Cette amélioration est due principalement au changement dans la composition «linguistique» de l’immigration depuis les années 2000. Selon la même étude, entre les deux périodes 1991-95 et 2011-2015, le pourcentage des personnes immigrantes qui connaissent le français est passé de 35 à 60%.
Ce qui importe ici, du point de vue de la rétention, c’est de souligner que les taux de rétention varient selon la connaissance du français : plus on connaît le français, moins on quitte le Québec. Il est difficile avec ces statistiques de parler d’échec de la politique d’immigration du Québec.
Selon les chiffres récents, largement diffusés dans les médias, la proportion des immigrants connaissant le français à leur arrivée serait maintenant de l’ordre de 47% pour 2016 et de 42% pour 2017. Cette diminution dans la connaissance du français à l’arrivée s’explique principalement par l’augmentation importante de réfugiés au cours de ces deux années (9% en 2010 versus 17% en 2015).

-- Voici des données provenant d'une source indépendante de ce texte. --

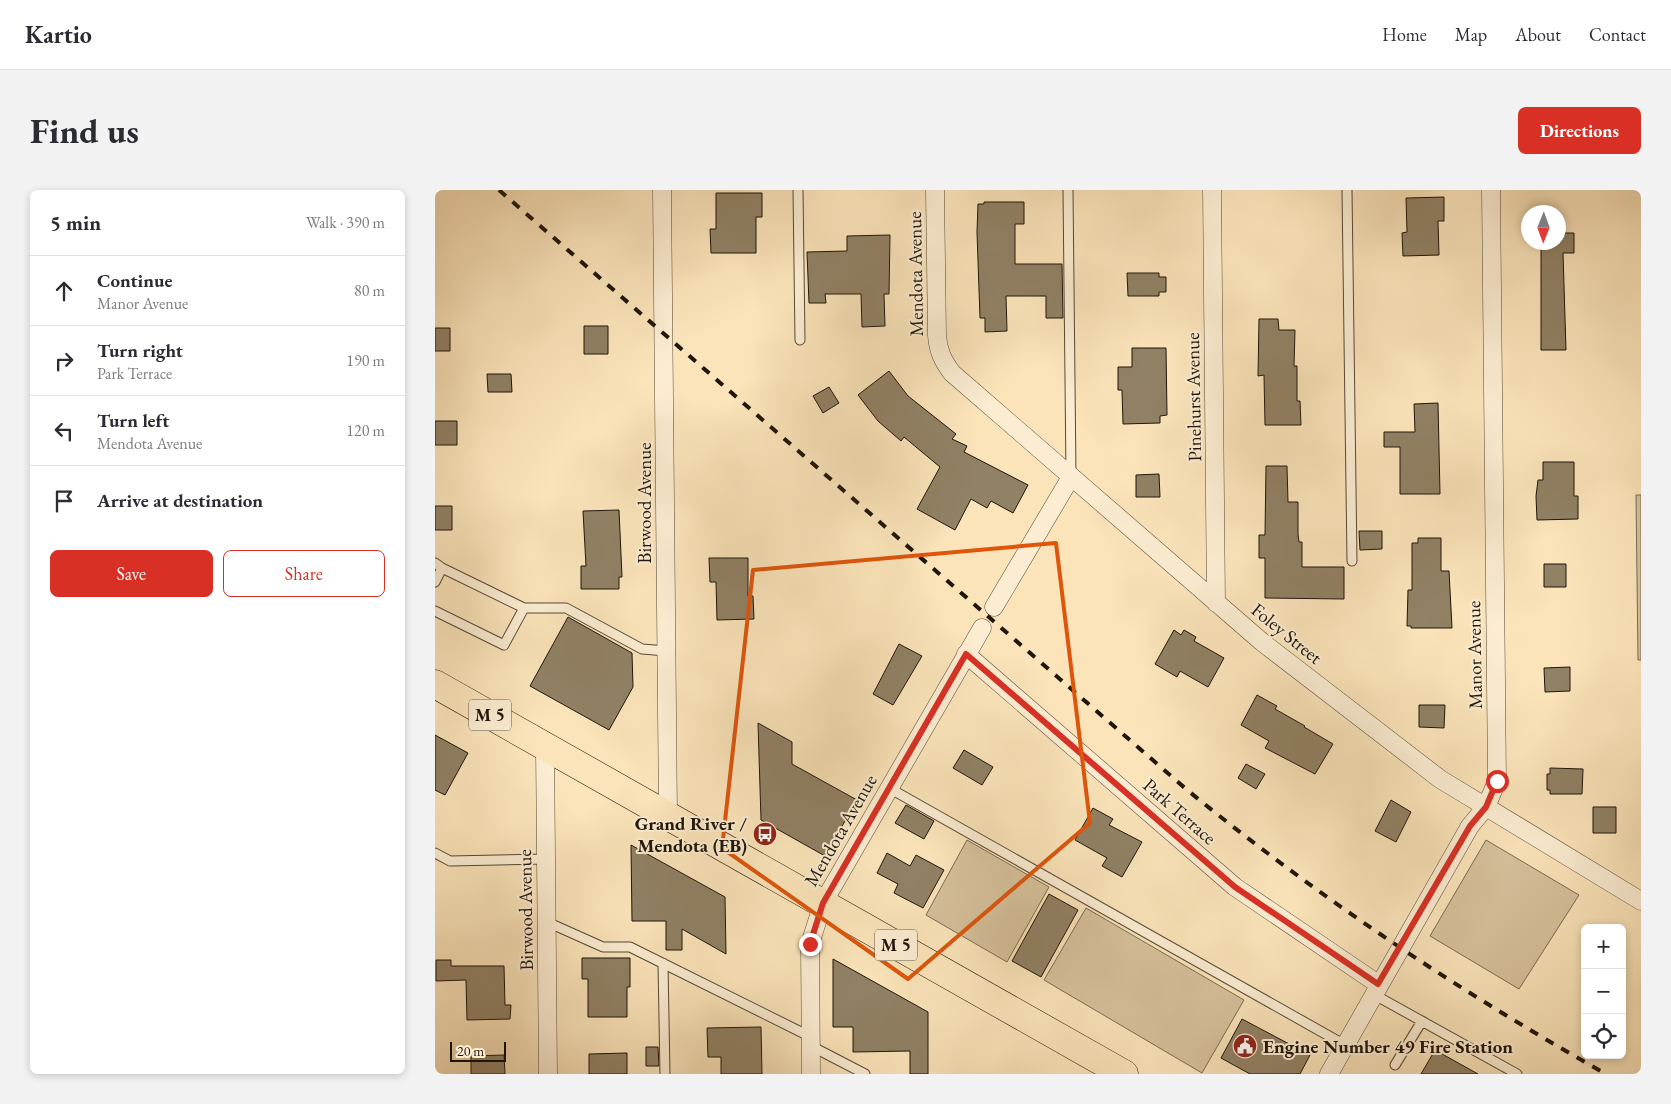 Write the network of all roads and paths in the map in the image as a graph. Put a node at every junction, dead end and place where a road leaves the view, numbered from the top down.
1 (662, 190) edge
2 (798, 190) edge
3 (935, 190) edge
4 (1068, 190) edge
5 (1212, 190) edge
6 (1347, 190) edge
7 (1491, 190) edge
8 (800, 340) dead end
9 (941, 356) joint
10 (1071, 477) junction
11 (1352, 561) dead end
12 (438, 565) edge
13 (435, 582) edge
14 (1216, 603) junction
15 (994, 607) dead end
16 (524, 608) junction
17 (435, 611) edge
18 (981, 628) dead end
19 (667, 651) junction
20 (966, 654) junction
21 (435, 684) edge
22 (545, 746) junction
23 (889, 788) junction
24 (1486, 807) junction
25 (668, 816) junction
26 (435, 853) edge
27 (546, 859) junction
28 (1641, 901) edge
29 (823, 903) junction
30 (547, 922) junction
31 (663, 962) junction
32 (1376, 989) junction
33 (1422, 1021) junction
34 (811, 1041) junction
35 (1345, 1045) junction
36 (1395, 1065) dead end
37 (1094, 1066) edge
38 (548, 1074) edge
39 (665, 1074) edge
40 (811, 1074) edge
41 (865, 1074) edge
42 (1124, 1074) edge
43 (1329, 1074) edge
44 (1517, 1074) edge

1 - 19 street, Birwood Avenue
2 - 8 lane
3 - 9 street, Mendota Avenue
4 - 10 lane
5 - 14 street, Pinehurst Avenue
6 - 11 lane
7 - 24 street, Manor Avenue
9 - 10 street, Foley Street
10 - 14 street, Foley Street
10 - 15 street
12 - 13 lane
12 - 16 lane
14 - 24 street, Foley Street
16 - 17 lane
16 - 19 lane
18 - 20 street, Mendota Avenue
19 - 25 street, Birwood Avenue
20 - 23 street, Mendota Avenue
20 - 32 street, Park Terrace
21 - 22 main road, M 5
22 - 25 main road, M 5
22 - 27 street, Birwood Avenue
23 - 29 street, Mendota Avenue
23 - 35 lane
24 - 28 street, Foley Street
24 - 32 street, Manor Avenue
25 - 29 main road, M 5
26 - 27 lane
27 - 30 street, Birwood Avenue
29 - 34 street, Mendota Avenue
29 - 37 main road, M 5
30 - 31 lane
30 - 38 street, Birwood Avenue
31 - 34 lane
31 - 39 lane
32 - 33 lane
32 - 35 street, Manor Avenue
33 - 36 lane
33 - 44 lane
34 - 40 street, Mendota Avenue
34 - 41 lane
35 - 43 street, Manor Avenue
37 - 42 main road, M 5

L’origine des travailleurs qualifiés a changé depuis quelques années et pourrait constituer un autre facteur explicatif. Ceux-ci sont plus nombreux en provenance des pays d’Asie (et donc moins francophones). Le dernier bulletin statistique du ministère mentionne que des modifications ont été apportées en mars 2017 à la grille de sélection visant à donner plus de points à la connaissance du français. Il est encore trop tôt pour en mesurer les effets.

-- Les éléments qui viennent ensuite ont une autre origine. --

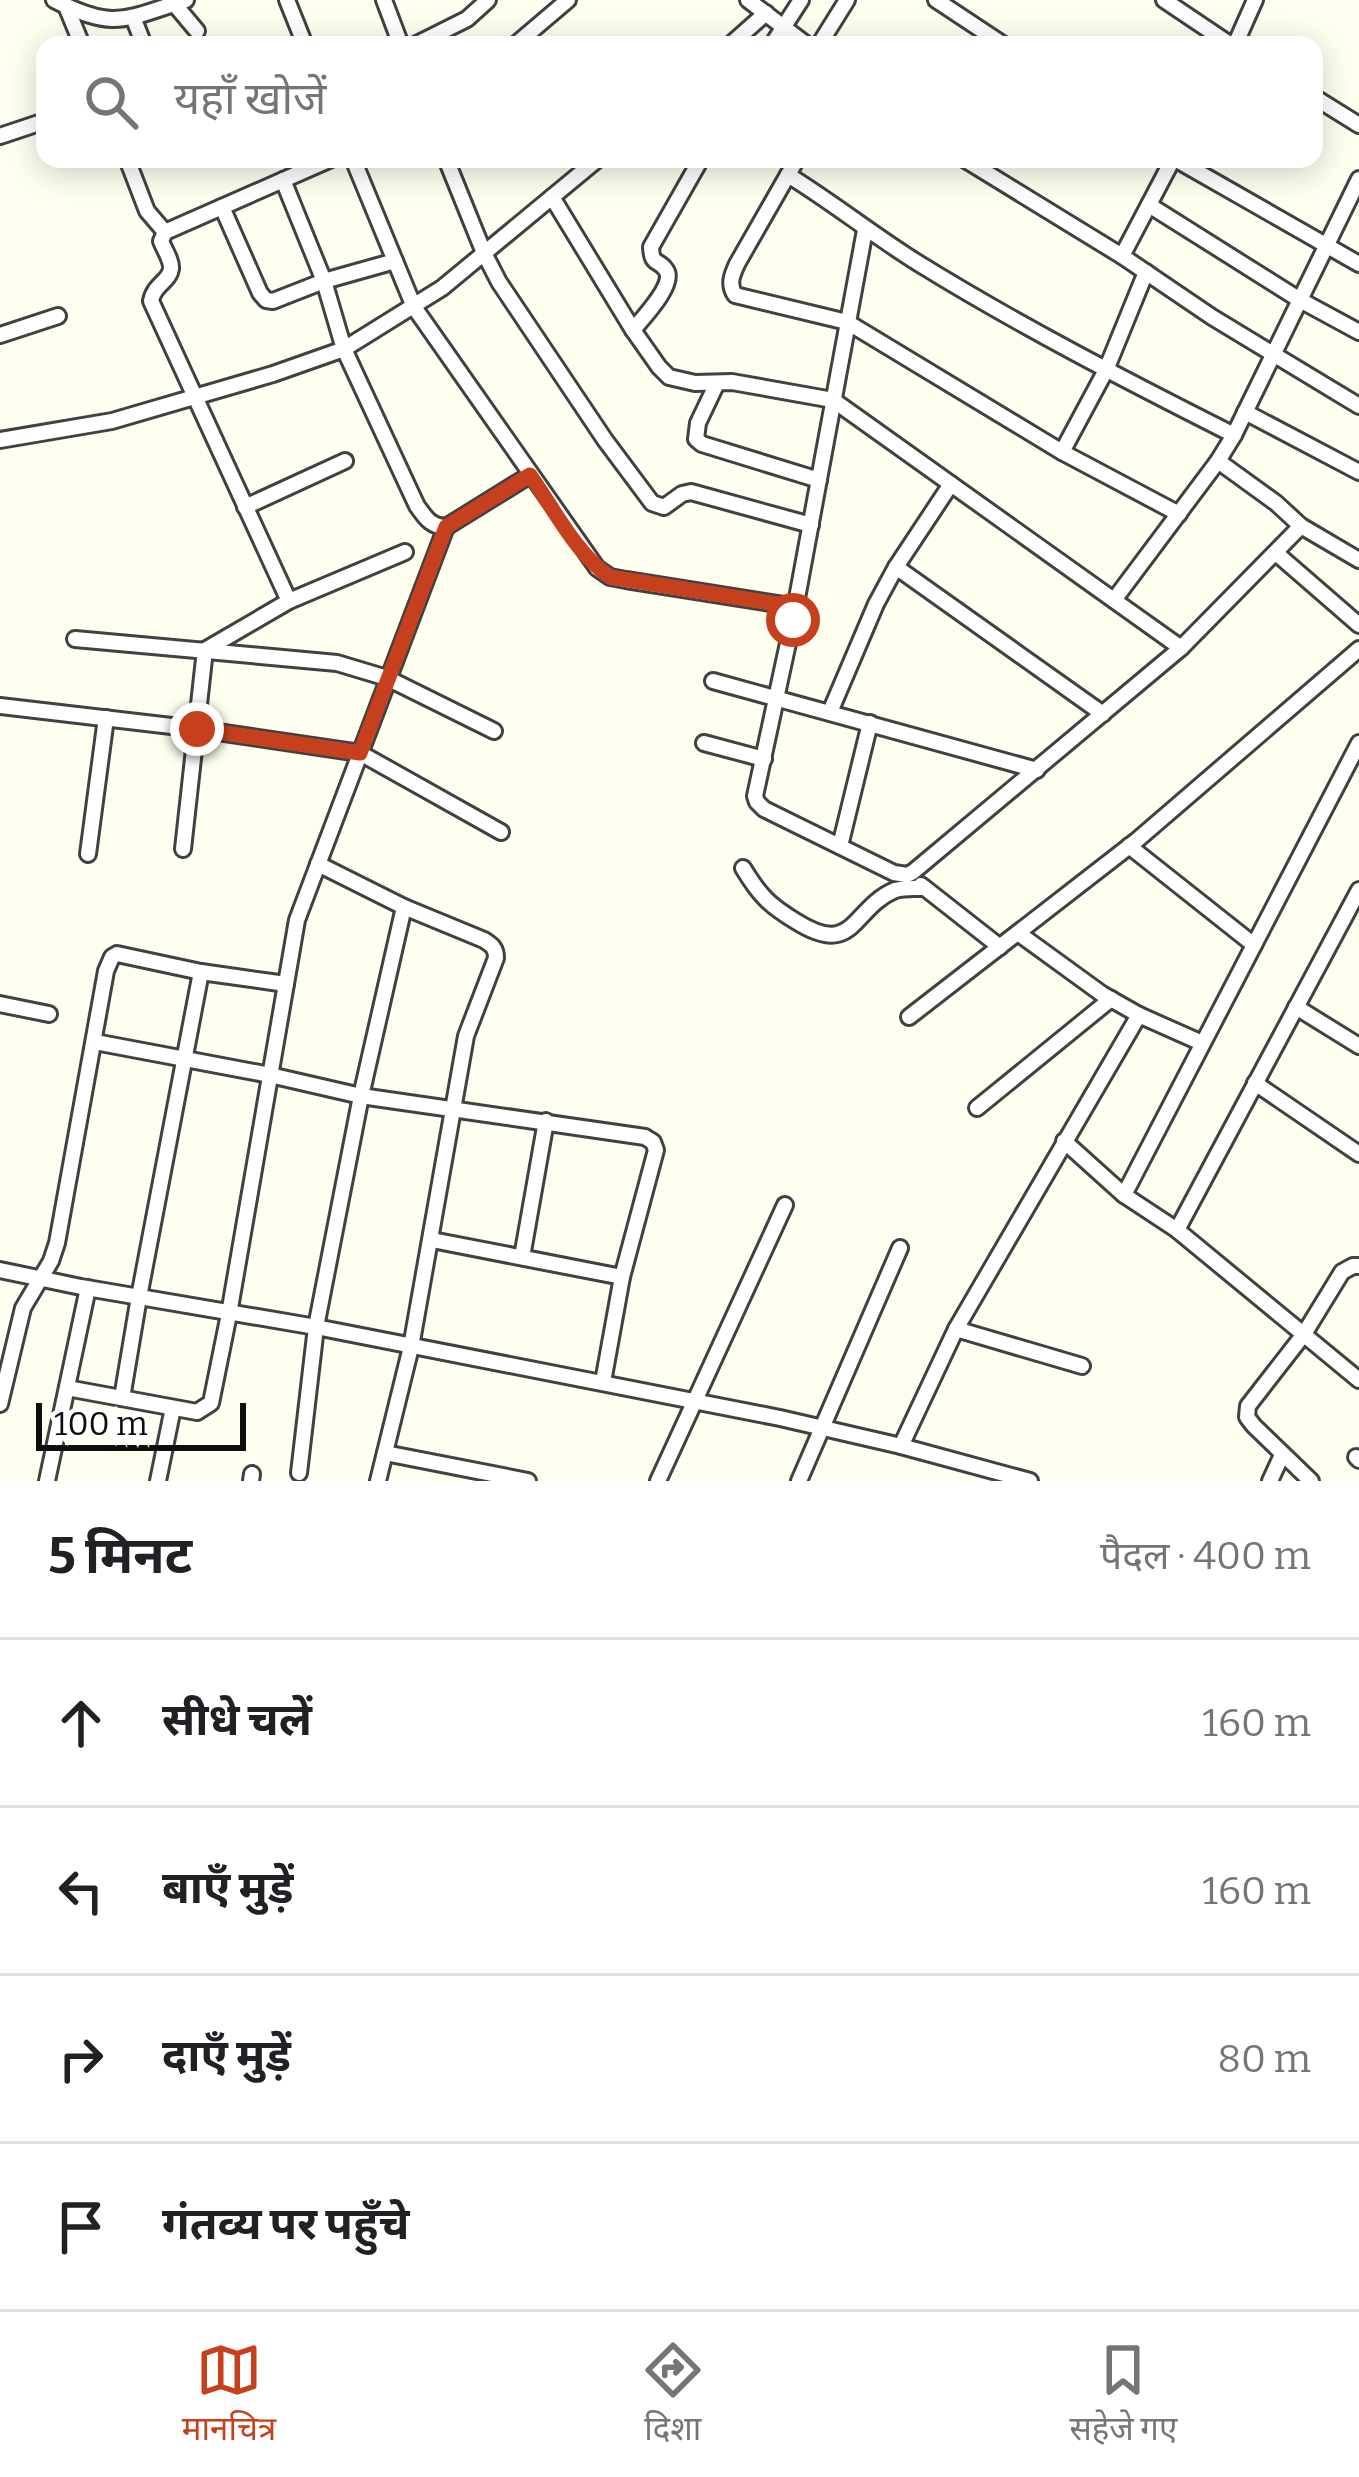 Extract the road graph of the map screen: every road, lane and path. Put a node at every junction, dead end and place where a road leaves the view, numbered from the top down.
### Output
1 (287, 0) edge
2 (384, 0) edge
3 (488, 0) edge
4 (748, 0) edge
5 (801, 0) edge
6 (847, 0) edge
7 (936, 0) edge
8 (1164, 0) edge
9 (1255, 0) edge
10 (178, 1) edge
11 (60, 3) edge
12 (557, 4) edge
13 (766, 13) junction
14 (133, 17) junction
15 (784, 28) junction
16 (197, 31) dead end
17 (77, 36) edge
18 (140, 36) edge
19 (301, 36) edge
20 (397, 36) edge
21 (433, 36) edge
22 (524, 36) edge
23 (740, 36) edge
24 (778, 36) edge
25 (795, 36) edge
26 (825, 36) edge
27 (990, 36) edge
28 (1219, 36) edge
29 (1237, 36) edge
30 (1323, 103) edge
31 (36, 124) edge
32 (1359, 125) edge
33 (0, 136) edge
34 (130, 168) edge
35 (311, 168) edge
36 (357, 168) edge
37 (450, 168) edge
38 (582, 168) edge
39 (695, 168) edge
40 (792, 168) edge
41 (979, 168) edge
42 (1169, 168) edge
43 (1190, 168) edge
44 (788, 175) junction
45 (1359, 179) edge
46 (284, 180) junction
47 (552, 197) junction
48 (1149, 206) junction
49 (222, 207) junction
50 (865, 230) junction
51 (165, 232) junction
52 (1328, 245) junction
53 (484, 253) junction
54 (1122, 256) junction
55 (395, 261) junction
56 (1359, 264) edge
57 (1146, 272) junction
58 (323, 280) junction
59 (1300, 300) junction
60 (414, 307) junction
61 (58, 316) dead end
62 (847, 322) junction
63 (633, 330) junction
64 (1359, 332) edge
65 (0, 335) edge
66 (344, 349) junction
67 (1272, 354) junction
68 (1106, 370) junction
69 (717, 382) junction
70 (195, 398) junction
71 (833, 400) junction
72 (1359, 406) edge
73 (1245, 412) junction
74 (1234, 435) junction
75 (0, 440) edge
76 (1062, 452) junction
77 (346, 461) dead end
78 (1218, 461) junction
79 (1359, 472) edge
80 (530, 475) junction
81 (819, 480) junction
82 (951, 484) junction
83 (245, 507) junction
84 (1179, 514) junction
85 (811, 525) junction
86 (1301, 526) junction
87 (446, 527) junction
88 (405, 552) dead end
89 (1276, 554) junction
90 (1359, 560) edge
91 (896, 567) junction
92 (1114, 600) junction
93 (289, 601) junction
94 (796, 607) junction
95 (1359, 625) edge
96 (75, 639) dead end
97 (1181, 648) junction
98 (205, 650) junction
99 (1359, 650) edge
100 (387, 678) junction
101 (713, 681) dead end
102 (778, 697) junction
103 (0, 706) edge
104 (830, 712) junction
105 (1103, 714) junction
106 (106, 718) junction
107 (870, 723) junction
108 (197, 729) junction
109 (494, 730) dead end
110 (704, 743) dead end
111 (1359, 743) edge
112 (360, 753) junction
113 (764, 758) junction
114 (1036, 770) junction
115 (501, 832) dead end
116 (840, 846) junction
117 (1129, 846) junction
118 (183, 849) dead end
119 (88, 854) dead end
120 (318, 864) junction
121 (743, 868) dead end
122 (908, 875) junction
123 (924, 888) junction
124 (1359, 890) edge
125 (404, 907) junction
126 (1018, 933) junction
127 (1254, 945) junction
128 (1000, 947) junction
129 (201, 972) junction
130 (286, 984) junction
131 (1111, 999) junction
132 (0, 1004) edge
133 (1296, 1007) junction
134 (49, 1014) dead end
135 (1139, 1015) junction
136 (909, 1017) dead end
137 (94, 1042) junction
138 (1202, 1043) junction
139 (1359, 1046) edge
140 (184, 1059) junction
141 (270, 1075) junction
142 (1255, 1083) junction
143 (361, 1096) junction
144 (455, 1108) junction
145 (977, 1108) dead end
146 (546, 1121) junction
147 (1064, 1141) junction
148 (1359, 1154) edge
149 (1124, 1195) junction
150 (785, 1205) dead end
151 (1177, 1229) junction
152 (432, 1240) junction
153 (900, 1248) dead end
154 (522, 1257) junction
155 (1359, 1266) edge
156 (0, 1270) edge
157 (622, 1277) junction
158 (38, 1278) junction
159 (88, 1288) junction
160 (139, 1297) junction
161 (229, 1314) junction
162 (316, 1327) junction
163 (956, 1329) junction
164 (1304, 1334) junction
165 (411, 1347) junction
166 (1082, 1366) dead end
167 (4, 1369) edge
168 (1359, 1380) edge
169 (603, 1382) junction
170 (68, 1388) junction
171 (122, 1398) junction
172 (693, 1403) junction
173 (0, 1405) edge
174 (173, 1408) junction
175 (822, 1428) junction
176 (901, 1446) junction
177 (385, 1453) junction
178 (1282, 1455) junction
179 (299, 1473) dead end
180 (47, 1481) edge
181 (158, 1481) edge
182 (378, 1481) edge
183 (527, 1481) edge
184 (658, 1481) edge
185 (799, 1481) edge
186 (1030, 1481) edge
187 (1270, 1481) edge
188 (1311, 1481) edge

1 - 19 street
2 - 20 street
3 - 21 street
4 - 13 street
5 - 15 street
6 - 26 street
7 - 27 street
8 - 28 street
9 - 29 street
10 - 14 street
10 - 16 street
11 - 14 street
11 - 17 street
12 - 22 street
13 - 15 street
13 - 23 street
14 - 18 street
15 - 24 street
15 - 25 street
30 - 32 street
31 - 33 street
34 - 51 street
35 - 46 street
36 - 55 street
37 - 53 street
38 - 47 street
39 - 63 street
40 - 44 street
41 - 54 street
42 - 48 street
43 - 52 street
44 - 50 street
44 - 62 street
45 - 52 street
46 - 49 street
46 - 58 street
47 - 53 street
47 - 63 street
48 - 54 street
48 - 59 street
49 - 51 street
49 - 58 street
50 - 62 street
50 - 68 street
51 - 70 street
52 - 56 street
52 - 59 street
53 - 60 street
53 - 85 street
54 - 57 street
55 - 58 street
55 - 60 street
57 - 67 street
57 - 68 street
58 - 66 street
59 - 64 street
59 - 67 street
60 - 66 street
60 - 80 street
61 - 65 street
62 - 71 street
62 - 76 street
63 - 69 street
66 - 70 street
66 - 87 street
67 - 72 street
67 - 73 street
68 - 74 street
68 - 76 street
69 - 71 street
69 - 81 street
70 - 75 street
70 - 83 street
71 - 81 street
71 - 82 street
73 - 74 street
73 - 79 street
74 - 78 street
76 - 84 street
77 - 83 street
78 - 84 street
78 - 86 street
80 - 87 street
80 - 94 street
81 - 85 street
82 - 91 street
82 - 92 street
83 - 93 street
84 - 92 street
85 - 94 street
86 - 89 street
86 - 90 street
87 - 100 street
88 - 93 street
89 - 95 street
89 - 97 street
91 - 104 street
91 - 105 street
92 - 97 street
93 - 98 street
94 - 102 street
96 - 98 street
97 - 105 street
98 - 100 street
98 - 108 street
99 - 117 street
100 - 109 street
100 - 112 street
101 - 102 street
102 - 104 street
102 - 113 street
103 - 106 street
104 - 107 street
105 - 114 street
106 - 108 street
106 - 119 street
107 - 114 street
107 - 116 street
108 - 112 street
108 - 118 street
110 - 113 street
111 - 127 street
112 - 115 street
112 - 120 street
113 - 116 street
114 - 122 street
116 - 122 street
117 - 126 street
117 - 127 street
120 - 125 street
120 - 130 street
121 - 123 street
122 - 123 street
123 - 128 street
124 - 133 street
125 - 143 street
125 - 144 street
126 - 128 street
126 - 131 street
127 - 138 street
128 - 136 street
129 - 130 street
129 - 137 street
129 - 140 street
130 - 141 street
131 - 135 street
131 - 145 street
132 - 134 street
133 - 139 street
133 - 142 street
135 - 138 street
135 - 147 street
137 - 140 street
137 - 158 street
138 - 149 street
140 - 141 street
140 - 160 street
141 - 143 street
141 - 161 street
142 - 148 street
142 - 151 street
143 - 144 street
143 - 162 street
144 - 146 street
144 - 152 street
146 - 154 street
146 - 157 street
147 - 149 street
147 - 163 street
149 - 151 street
150 - 172 street
151 - 164 street
152 - 154 street
152 - 165 street
153 - 175 street
154 - 157 street
155 - 164 street
156 - 158 street
157 - 169 street
158 - 159 street
158 - 167 street
159 - 160 street
159 - 170 street
160 - 161 street
160 - 171 street
161 - 162 street
161 - 174 street
162 - 165 street
162 - 179 street
163 - 166 street
163 - 176 street
164 - 168 street
164 - 178 street
165 - 169 street
165 - 177 street
167 - 173 street
169 - 172 street
170 - 171 street
170 - 180 street
171 - 174 street
172 - 175 street
172 - 184 street
174 - 181 street
175 - 176 street
175 - 185 street
176 - 186 street
177 - 182 street
177 - 183 street
178 - 187 street
178 - 188 street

En bref, on doit conclure que les deux dernières années ne sont pas représentatives; ce serait une erreur de tirer des conclusions politiques sur celles-ci. Les chiffres présentés ici ne permettent pas de conclure à l’échec de la politique d’immigration québécoise. Si l’on veut parle d’échec, c’est vers la politique d’intégration, tant linguistique qu’économique, que l’on doit se tourner.